RECORDS FOR PROCESSING:
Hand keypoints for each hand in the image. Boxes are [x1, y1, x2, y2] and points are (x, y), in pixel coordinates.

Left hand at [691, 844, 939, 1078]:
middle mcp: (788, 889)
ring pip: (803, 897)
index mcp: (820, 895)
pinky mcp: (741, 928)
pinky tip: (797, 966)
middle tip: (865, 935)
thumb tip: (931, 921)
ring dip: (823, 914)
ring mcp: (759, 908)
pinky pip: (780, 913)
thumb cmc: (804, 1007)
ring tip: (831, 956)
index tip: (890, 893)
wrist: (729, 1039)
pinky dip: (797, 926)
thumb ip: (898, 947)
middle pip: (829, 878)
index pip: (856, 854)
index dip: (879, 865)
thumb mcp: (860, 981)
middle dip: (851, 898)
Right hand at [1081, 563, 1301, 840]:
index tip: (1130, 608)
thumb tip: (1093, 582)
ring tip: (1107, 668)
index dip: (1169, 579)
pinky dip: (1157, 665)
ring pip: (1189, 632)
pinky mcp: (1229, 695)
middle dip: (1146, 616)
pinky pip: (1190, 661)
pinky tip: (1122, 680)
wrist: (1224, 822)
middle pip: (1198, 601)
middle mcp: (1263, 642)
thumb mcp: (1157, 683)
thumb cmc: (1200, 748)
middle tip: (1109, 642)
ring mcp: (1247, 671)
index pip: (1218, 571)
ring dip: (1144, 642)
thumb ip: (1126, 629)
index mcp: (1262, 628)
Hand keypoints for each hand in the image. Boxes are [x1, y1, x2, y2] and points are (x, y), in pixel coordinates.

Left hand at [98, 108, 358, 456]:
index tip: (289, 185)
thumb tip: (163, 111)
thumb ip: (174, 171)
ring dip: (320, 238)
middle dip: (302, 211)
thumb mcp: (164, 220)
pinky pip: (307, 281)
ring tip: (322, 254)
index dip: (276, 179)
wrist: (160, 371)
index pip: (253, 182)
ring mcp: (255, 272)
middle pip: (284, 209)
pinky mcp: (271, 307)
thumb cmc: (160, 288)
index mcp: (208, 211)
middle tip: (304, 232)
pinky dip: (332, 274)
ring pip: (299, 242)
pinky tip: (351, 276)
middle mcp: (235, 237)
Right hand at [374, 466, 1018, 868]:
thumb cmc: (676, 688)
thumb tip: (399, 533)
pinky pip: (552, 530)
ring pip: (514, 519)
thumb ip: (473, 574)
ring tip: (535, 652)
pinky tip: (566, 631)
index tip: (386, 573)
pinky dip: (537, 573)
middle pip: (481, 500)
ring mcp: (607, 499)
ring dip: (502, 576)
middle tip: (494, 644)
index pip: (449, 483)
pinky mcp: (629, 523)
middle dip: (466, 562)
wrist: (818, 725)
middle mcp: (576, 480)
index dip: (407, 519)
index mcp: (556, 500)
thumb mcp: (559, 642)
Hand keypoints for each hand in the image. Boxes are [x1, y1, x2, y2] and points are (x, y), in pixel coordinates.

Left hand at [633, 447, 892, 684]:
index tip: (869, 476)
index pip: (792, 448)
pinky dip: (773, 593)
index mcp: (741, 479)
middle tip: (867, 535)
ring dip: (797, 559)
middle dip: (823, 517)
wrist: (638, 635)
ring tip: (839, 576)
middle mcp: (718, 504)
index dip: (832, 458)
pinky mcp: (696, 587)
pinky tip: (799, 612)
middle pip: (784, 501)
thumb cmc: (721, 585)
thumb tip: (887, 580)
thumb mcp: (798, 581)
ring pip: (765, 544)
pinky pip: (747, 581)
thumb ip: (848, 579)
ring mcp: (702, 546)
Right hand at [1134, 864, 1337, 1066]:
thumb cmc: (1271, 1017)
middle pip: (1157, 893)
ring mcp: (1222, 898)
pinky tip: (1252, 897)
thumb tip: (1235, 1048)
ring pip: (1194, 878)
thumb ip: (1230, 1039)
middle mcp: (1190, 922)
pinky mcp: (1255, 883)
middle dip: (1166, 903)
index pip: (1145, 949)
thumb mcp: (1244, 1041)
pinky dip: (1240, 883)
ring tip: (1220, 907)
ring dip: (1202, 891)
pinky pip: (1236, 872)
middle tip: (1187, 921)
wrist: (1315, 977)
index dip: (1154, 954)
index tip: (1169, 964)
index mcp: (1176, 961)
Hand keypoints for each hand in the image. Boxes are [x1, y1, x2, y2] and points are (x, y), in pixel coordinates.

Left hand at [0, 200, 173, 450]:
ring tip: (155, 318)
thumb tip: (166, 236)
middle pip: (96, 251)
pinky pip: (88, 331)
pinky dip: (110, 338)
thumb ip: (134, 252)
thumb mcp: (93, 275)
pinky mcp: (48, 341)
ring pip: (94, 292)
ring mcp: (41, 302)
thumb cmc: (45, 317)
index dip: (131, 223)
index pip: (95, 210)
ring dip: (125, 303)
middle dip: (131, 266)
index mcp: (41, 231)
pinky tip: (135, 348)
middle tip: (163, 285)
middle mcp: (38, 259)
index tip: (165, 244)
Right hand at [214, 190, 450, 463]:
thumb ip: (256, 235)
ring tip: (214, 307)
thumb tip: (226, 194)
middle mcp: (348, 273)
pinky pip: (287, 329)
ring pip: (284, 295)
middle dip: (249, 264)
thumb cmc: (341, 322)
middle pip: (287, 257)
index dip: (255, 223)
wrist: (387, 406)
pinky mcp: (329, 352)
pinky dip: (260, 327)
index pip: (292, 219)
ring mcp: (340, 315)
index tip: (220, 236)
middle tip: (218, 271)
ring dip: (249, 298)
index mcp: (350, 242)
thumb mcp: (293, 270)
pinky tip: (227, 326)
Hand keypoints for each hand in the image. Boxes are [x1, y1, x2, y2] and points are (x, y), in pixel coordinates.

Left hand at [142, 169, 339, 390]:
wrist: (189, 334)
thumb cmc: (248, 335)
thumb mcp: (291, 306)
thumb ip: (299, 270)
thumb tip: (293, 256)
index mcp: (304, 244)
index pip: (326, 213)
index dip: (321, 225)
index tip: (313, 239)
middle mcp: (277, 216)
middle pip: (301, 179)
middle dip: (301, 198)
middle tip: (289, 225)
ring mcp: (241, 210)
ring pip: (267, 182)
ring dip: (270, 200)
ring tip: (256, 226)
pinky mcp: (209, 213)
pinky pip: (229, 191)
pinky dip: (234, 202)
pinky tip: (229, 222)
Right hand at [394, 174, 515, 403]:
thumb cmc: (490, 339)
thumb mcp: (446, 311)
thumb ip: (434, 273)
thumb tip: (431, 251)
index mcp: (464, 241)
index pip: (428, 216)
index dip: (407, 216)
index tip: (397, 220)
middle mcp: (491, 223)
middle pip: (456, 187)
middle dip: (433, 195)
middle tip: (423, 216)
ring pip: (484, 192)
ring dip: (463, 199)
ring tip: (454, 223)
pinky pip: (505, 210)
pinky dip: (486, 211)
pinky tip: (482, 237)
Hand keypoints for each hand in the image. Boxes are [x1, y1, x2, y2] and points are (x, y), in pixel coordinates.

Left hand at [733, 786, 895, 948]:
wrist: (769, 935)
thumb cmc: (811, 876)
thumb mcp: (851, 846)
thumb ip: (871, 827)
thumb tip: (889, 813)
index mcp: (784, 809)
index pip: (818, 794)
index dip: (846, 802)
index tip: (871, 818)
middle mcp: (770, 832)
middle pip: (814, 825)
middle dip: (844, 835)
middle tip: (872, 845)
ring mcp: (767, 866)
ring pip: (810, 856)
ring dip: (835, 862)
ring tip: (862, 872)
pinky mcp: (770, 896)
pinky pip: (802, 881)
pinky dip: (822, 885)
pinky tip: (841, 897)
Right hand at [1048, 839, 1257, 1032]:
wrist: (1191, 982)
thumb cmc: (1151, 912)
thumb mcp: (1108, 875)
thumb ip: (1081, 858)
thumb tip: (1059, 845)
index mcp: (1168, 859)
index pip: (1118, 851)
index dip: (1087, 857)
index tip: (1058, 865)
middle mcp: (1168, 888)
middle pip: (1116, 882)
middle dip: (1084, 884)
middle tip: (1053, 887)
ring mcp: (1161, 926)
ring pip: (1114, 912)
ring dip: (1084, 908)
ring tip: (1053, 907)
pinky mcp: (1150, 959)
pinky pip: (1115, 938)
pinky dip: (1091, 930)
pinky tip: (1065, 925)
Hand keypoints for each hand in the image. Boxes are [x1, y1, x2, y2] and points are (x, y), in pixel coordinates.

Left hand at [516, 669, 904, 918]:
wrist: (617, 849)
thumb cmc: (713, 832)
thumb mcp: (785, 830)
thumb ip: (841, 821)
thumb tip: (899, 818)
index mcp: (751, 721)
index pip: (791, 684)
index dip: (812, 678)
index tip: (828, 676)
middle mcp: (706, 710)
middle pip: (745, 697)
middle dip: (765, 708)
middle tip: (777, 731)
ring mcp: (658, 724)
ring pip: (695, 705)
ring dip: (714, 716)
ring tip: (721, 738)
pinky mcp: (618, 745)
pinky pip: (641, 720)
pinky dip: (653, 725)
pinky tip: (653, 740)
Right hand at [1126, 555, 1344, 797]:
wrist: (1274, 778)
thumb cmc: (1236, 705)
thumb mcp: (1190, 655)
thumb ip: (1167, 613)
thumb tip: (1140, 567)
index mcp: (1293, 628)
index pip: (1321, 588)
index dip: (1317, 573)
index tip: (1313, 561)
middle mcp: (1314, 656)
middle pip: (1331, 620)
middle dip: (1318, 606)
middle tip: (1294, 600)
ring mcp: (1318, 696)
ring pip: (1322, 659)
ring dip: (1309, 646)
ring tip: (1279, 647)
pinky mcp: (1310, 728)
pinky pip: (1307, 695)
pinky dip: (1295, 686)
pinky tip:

TASK DETAILS:
Find where the line with "thumb tip: (399, 533)" sits in the material above, then copy exactly from it through the line with "middle mcp: (348, 273)". Add no other line.

RESPONSE TO THIS EXERCISE:
thumb tip: (399, 533)
pinky pip: (552, 530)
ring pip: (514, 519)
thumb ip: (473, 574)
ring tip: (535, 652)
pinky tip: (566, 631)
index tip: (386, 573)
pinky dip: (537, 573)
middle pip: (481, 500)
ring mcp: (607, 499)
ring dip: (502, 576)
middle tip: (494, 644)
index pip: (449, 483)
pinky mcp: (629, 523)
middle dip: (466, 562)
wrist: (818, 725)
middle mcp: (576, 480)
index dip: (407, 519)
index mcp: (556, 500)
thumb mcp: (559, 642)
Hand keypoints for each hand in the image. Boxes are [x1, y1, x2, y2] and points are (x, y), in pixel coordinates.

Left hand at [633, 447, 892, 684]:
index tip: (869, 476)
index pip: (792, 448)
pinky dip: (773, 593)
index mcp: (741, 479)
middle tip: (867, 535)
ring dip: (797, 559)
middle dip: (823, 517)
wrist: (638, 635)
ring tip: (839, 576)
middle mcp: (718, 504)
index dip: (832, 458)
pinky mcp: (696, 587)
pinky tip: (799, 612)
middle pip: (784, 501)
thumb cmc: (721, 585)
thumb tip: (887, 580)
thumb mcp: (798, 581)
ring pip: (765, 544)
pinky pip: (747, 581)
thumb ip: (848, 579)
ring mcp: (702, 546)
Right hand at [1134, 864, 1337, 1066]:
thumb cmc: (1271, 1017)
middle pip: (1157, 893)
ring mcp: (1222, 898)
pinky tip: (1252, 897)
thumb tip: (1235, 1048)
ring pip: (1194, 878)
thumb ip: (1230, 1039)
middle mcp: (1190, 922)
pinky mcp: (1255, 883)
middle dip: (1166, 903)
index pip: (1145, 949)
thumb mcp: (1244, 1041)
pinky dip: (1240, 883)
ring tip: (1220, 907)
ring dip: (1202, 891)
pinky pip: (1236, 872)
middle tip: (1187, 921)
wrist: (1315, 977)
index dip: (1154, 954)
index tip: (1169, 964)
index mcp: (1176, 961)
Hand keypoints for each hand in the image. Boxes are [x1, y1, x2, y2] and points are (x, y), in pixel coordinates.

Left hand at [0, 200, 173, 450]:
ring tip: (155, 318)
thumb tip: (166, 236)
middle pip: (96, 251)
pinky pip: (88, 331)
pinky dip: (110, 338)
thumb ip: (134, 252)
thumb mcp: (93, 275)
pinky mcp: (48, 341)
ring pip: (94, 292)
ring mcp: (41, 302)
thumb cmc: (45, 317)
index dip: (131, 223)
index pip: (95, 210)
ring dip: (125, 303)
middle dip: (131, 266)
index mcp: (41, 231)
pinky tip: (135, 348)
middle tip: (163, 285)
middle mcp: (38, 259)
index tip: (165, 244)
Right hand at [214, 190, 450, 463]:
thumb ip: (256, 235)
ring tip: (214, 307)
thumb tip: (226, 194)
middle mcp: (348, 273)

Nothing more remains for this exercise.